## [Data section]
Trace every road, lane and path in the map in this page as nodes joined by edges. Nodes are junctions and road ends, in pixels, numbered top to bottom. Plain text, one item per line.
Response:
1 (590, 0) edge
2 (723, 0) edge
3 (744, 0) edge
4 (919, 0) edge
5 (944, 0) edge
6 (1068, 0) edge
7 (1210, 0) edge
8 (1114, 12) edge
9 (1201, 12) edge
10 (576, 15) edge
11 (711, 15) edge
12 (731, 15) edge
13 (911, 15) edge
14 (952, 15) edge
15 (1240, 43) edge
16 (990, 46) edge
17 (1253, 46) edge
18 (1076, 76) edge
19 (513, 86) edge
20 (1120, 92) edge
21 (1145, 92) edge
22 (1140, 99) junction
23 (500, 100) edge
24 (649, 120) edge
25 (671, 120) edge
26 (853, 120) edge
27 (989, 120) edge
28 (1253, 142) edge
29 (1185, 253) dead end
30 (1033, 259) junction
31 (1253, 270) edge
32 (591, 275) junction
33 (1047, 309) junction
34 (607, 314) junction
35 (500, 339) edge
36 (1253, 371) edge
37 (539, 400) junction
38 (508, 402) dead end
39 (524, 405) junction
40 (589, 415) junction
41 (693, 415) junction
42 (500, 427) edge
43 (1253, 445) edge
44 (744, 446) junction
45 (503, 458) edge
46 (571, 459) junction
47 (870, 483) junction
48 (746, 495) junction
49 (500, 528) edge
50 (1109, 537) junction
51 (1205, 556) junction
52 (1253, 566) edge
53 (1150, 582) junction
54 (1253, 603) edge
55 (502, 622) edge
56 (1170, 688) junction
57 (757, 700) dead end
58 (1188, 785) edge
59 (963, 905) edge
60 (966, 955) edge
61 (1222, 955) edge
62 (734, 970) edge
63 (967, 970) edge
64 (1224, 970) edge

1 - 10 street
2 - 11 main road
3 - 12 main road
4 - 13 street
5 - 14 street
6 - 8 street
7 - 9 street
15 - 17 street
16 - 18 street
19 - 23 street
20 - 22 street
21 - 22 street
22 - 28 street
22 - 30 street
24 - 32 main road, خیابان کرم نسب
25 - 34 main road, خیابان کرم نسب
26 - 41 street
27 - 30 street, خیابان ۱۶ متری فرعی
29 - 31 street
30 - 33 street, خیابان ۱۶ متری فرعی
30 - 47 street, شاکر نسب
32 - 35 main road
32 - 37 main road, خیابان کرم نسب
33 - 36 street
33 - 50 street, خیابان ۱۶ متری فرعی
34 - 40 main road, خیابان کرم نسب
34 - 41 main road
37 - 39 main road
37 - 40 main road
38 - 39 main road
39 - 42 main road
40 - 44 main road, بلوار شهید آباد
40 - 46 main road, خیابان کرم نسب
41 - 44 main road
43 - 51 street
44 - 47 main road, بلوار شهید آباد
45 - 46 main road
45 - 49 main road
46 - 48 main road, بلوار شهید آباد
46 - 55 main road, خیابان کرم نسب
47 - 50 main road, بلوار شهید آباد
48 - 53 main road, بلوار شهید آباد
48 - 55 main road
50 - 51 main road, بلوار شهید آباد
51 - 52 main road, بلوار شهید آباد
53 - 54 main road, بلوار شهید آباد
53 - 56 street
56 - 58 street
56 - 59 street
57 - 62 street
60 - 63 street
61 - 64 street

...

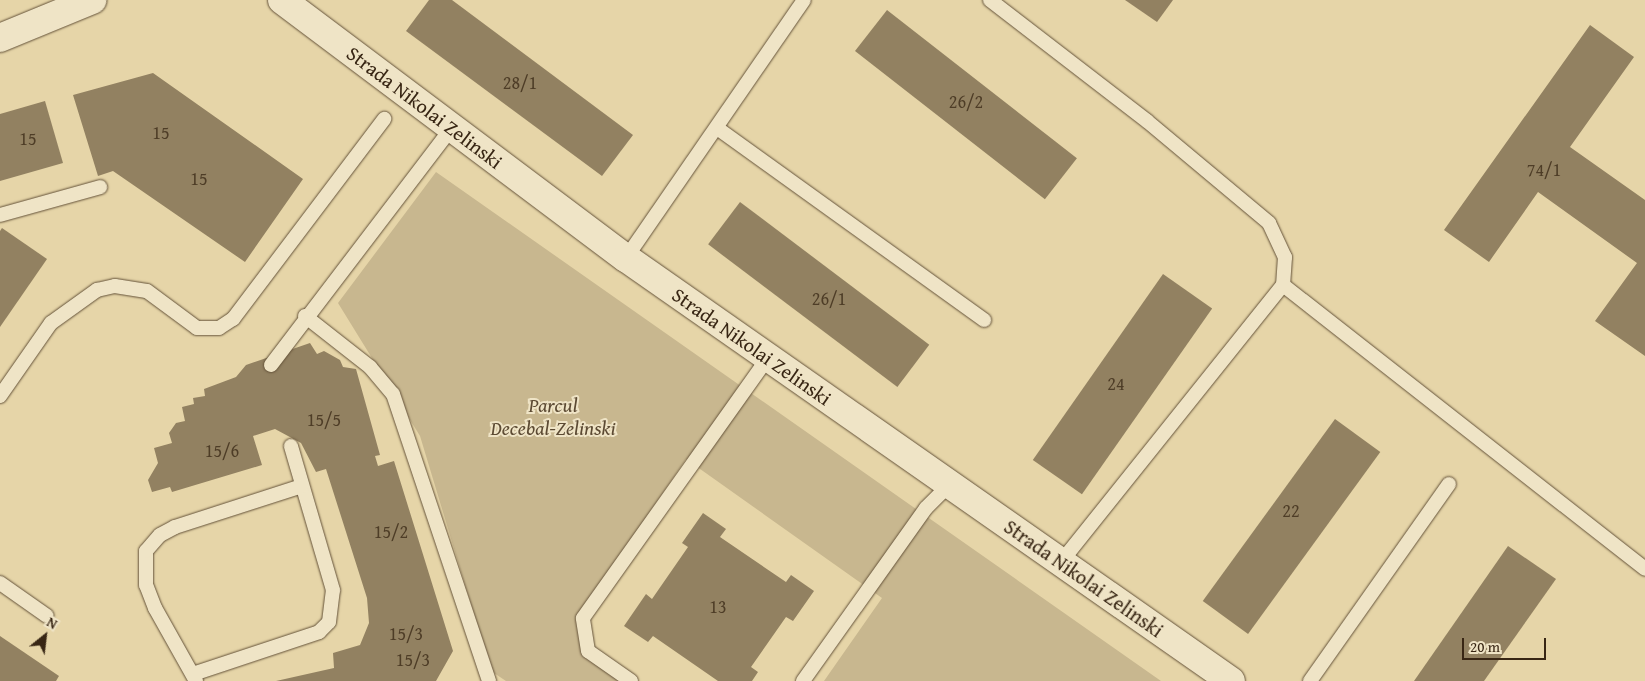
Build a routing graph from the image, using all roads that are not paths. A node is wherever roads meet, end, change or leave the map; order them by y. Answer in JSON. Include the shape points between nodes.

## [What to produce]
Pick each line holding the word "nodes" out of the listing.

## [Result of this exercise]
Trace every road, lane and path in the map in this page as nodes joined by edges. Nodes are junctions and road ends, in pixels, numbered top to bottom. Plain text, one item per line.
Build a routing graph from the image, using all roads that are not paths. A node is wherever roads meet, end, change or leave the map; order them by y. Answer in JSON. Include the shape points between nodes.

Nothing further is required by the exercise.